Question

Is there any workaround for Stack Overflow errors in recursive functions in Ruby?

Say, for example, I have this block:

def countUpTo(current, final)
    puts current
    return nil if current == final
    countUpTo(current+1, final)
end

if I call countUpTo(1, 10000), I get an error: stack level too deep (SystemStackError).

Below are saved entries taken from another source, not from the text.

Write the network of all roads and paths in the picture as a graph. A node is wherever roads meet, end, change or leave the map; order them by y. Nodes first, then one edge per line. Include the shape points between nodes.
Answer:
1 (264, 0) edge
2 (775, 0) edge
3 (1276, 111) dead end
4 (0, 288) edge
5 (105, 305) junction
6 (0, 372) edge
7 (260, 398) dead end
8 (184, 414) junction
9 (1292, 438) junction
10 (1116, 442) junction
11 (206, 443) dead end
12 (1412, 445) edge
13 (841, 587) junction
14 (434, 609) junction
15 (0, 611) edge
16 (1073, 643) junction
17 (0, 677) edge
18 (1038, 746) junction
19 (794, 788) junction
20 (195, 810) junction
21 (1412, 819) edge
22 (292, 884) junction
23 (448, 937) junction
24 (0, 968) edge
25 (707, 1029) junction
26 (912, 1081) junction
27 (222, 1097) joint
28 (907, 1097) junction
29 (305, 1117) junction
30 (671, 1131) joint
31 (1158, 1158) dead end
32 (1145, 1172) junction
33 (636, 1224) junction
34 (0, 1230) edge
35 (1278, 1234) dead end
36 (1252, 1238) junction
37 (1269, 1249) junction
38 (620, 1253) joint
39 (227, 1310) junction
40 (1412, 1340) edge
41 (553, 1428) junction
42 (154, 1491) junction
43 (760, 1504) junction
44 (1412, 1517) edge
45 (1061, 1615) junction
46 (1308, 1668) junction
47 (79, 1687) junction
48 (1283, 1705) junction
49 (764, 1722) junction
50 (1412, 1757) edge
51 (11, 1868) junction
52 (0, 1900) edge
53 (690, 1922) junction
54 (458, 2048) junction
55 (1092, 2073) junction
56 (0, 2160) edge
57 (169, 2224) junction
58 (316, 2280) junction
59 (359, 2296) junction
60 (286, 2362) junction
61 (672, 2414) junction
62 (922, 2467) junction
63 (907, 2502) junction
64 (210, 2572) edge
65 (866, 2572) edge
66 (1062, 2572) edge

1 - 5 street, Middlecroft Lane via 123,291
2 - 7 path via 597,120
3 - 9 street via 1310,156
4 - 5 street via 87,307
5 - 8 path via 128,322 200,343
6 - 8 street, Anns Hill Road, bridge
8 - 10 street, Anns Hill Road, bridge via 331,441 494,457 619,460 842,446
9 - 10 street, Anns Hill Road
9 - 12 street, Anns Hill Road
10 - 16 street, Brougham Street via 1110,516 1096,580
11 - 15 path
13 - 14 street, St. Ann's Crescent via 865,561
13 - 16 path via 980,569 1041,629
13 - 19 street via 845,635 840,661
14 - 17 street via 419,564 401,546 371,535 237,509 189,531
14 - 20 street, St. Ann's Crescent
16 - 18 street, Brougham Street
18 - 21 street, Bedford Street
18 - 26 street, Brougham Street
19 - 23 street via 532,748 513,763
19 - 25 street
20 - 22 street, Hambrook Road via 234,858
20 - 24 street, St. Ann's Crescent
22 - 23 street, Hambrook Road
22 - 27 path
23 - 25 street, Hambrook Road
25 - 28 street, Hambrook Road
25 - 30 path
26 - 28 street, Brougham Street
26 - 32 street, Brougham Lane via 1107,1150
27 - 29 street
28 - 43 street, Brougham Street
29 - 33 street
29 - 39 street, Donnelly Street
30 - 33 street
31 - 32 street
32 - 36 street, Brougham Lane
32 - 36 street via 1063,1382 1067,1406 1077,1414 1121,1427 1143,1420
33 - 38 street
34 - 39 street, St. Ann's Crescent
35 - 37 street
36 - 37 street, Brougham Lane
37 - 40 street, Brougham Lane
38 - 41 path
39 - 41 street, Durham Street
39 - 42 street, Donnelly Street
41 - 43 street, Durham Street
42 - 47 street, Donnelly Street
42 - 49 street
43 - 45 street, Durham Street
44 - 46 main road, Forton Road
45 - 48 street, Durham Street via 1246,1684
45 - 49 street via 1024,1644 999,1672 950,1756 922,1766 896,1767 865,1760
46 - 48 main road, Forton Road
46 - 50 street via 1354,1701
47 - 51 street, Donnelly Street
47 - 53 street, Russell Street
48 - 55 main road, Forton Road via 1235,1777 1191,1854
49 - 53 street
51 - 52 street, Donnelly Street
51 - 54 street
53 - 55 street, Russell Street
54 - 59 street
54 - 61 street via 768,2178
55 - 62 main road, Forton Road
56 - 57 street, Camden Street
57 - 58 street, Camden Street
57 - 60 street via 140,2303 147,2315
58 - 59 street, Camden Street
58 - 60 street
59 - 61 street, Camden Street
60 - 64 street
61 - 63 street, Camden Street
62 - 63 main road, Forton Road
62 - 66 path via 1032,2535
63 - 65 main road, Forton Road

It appears to break at 8187. Is there some function that I can call telling Ruby to ignore the size of stacks, or a way to increase the maximum stack size?

Was it helpful?

Solution

If you're using YARV (the C based implementation of Ruby 1.9), you can tell the Ruby VM to turn tail call optimization on:

RubyVM::InstructionSequence.compile_option = {
  :tailcall_optimization => true,
  :trace_instruction => false
}

def countUpTo(current, final)
    puts current
    return nil if current == final
    countUpTo(current+1, final)
end

countUpTo(1, 10_000)

OTHER TIPS

You can rewrite your snippet not to be recursive:

# 'count_up_to' would be a more "Ruby" name ;-)
def countUpTo(current, final)
  (current..final).each { |i| puts i }
end

I appreciate your code is probably an abstraction of what you're really trying to do, but it might help to form your solution if you think of other ways to iterate rather than recursively.

HTH

In Ruby 2.0 you can specify the stack size (in bytes) using RUBY_THREAD_VM_STACK_SIZE and other environment variables.